* _TASK STATEMENT_
Nothing in the records should be changed in the copy, though the pictures must be left out.

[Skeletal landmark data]
+---+
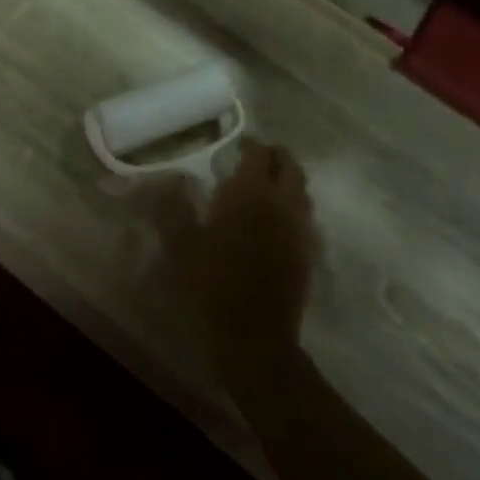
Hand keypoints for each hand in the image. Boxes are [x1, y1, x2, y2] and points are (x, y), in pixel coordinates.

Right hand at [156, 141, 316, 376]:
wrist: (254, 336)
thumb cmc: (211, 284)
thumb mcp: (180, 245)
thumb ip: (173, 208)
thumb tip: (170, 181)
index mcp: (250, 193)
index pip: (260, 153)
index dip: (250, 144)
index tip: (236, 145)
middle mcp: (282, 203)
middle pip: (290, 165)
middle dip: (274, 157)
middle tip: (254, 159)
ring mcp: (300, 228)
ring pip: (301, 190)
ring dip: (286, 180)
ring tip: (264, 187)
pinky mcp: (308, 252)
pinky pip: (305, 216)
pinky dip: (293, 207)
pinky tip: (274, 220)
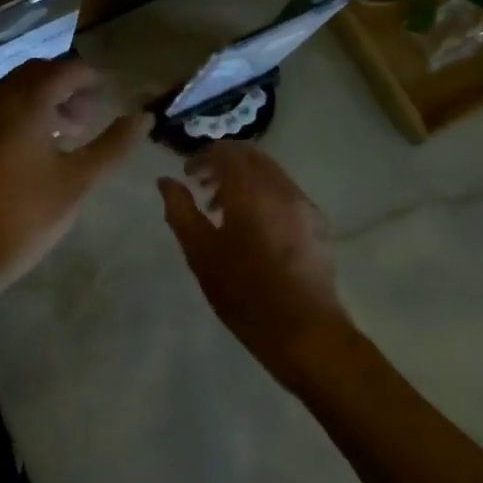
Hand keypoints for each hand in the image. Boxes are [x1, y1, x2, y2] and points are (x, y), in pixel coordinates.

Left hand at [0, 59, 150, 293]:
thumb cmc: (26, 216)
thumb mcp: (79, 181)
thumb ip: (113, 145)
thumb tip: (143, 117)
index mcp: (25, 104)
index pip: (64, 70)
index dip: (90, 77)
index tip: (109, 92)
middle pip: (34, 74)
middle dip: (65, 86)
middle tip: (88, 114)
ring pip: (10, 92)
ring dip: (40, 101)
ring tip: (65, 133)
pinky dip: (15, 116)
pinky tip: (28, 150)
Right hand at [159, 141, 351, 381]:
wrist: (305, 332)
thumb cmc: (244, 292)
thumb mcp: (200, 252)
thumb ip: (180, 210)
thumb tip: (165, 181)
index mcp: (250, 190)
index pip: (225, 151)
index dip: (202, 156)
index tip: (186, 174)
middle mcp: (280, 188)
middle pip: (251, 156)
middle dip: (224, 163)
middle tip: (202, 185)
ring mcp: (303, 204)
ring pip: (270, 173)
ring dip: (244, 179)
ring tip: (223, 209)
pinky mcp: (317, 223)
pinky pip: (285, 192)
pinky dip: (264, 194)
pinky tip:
+---+
* _RESULT FOR THIS EXERCISE_
Hand keypoints for each hand in the image. Boxes are [x1, y1, x2, y2] and points are (x, y), in pixel coordinates.

Right hand at [156, 141, 316, 376]:
wrist: (254, 336)
thumb cmc: (211, 284)
thumb mcp: (180, 245)
thumb ip: (173, 208)
thumb tip: (170, 181)
index mcp: (250, 193)
index pip: (260, 153)
index dip: (250, 144)
index tip: (236, 145)
middle mcp: (282, 203)
middle pip: (290, 165)
middle dip: (274, 157)
middle tip: (254, 159)
ring mcp: (300, 228)
ring pip: (301, 190)
ring dip: (286, 180)
ring tip: (264, 187)
pinky mcp: (308, 252)
pinky pip: (305, 216)
pinky dip: (293, 207)
pinky tip: (274, 220)
Hand keypoints for each hand in the image. Boxes are [x1, y1, x2, y2] and points are (x, y), in pixel coordinates.

Left hand at [0, 59, 150, 293]:
thumb cmc: (26, 216)
thumb mcp: (79, 181)
thumb ip: (113, 145)
thumb tip: (143, 117)
index mcp: (25, 104)
index pip: (64, 70)
index dip: (90, 77)
index tip: (109, 92)
middle pip: (34, 74)
middle dip: (65, 86)
middle tip: (88, 114)
ring pip: (10, 92)
ring dip: (40, 101)
ring tip: (65, 133)
pinky dip: (15, 116)
pinky tip: (28, 150)
Right hand at [159, 141, 351, 381]:
wrist: (305, 332)
thumb cmc: (244, 292)
thumb mcp: (200, 252)
thumb ip: (180, 210)
thumb tip: (165, 181)
index mcp: (250, 190)
index pip: (225, 151)
index dip: (202, 156)
index tip: (186, 174)
middle mcp: (280, 188)
middle pip: (251, 156)
middle dip: (224, 163)
middle tip: (202, 185)
ring mcp: (303, 204)
ring pip: (270, 173)
ring dip: (244, 179)
ring tip: (223, 209)
pinky mcp: (317, 223)
pinky pip: (285, 192)
pinky dip: (264, 194)
pinky tip:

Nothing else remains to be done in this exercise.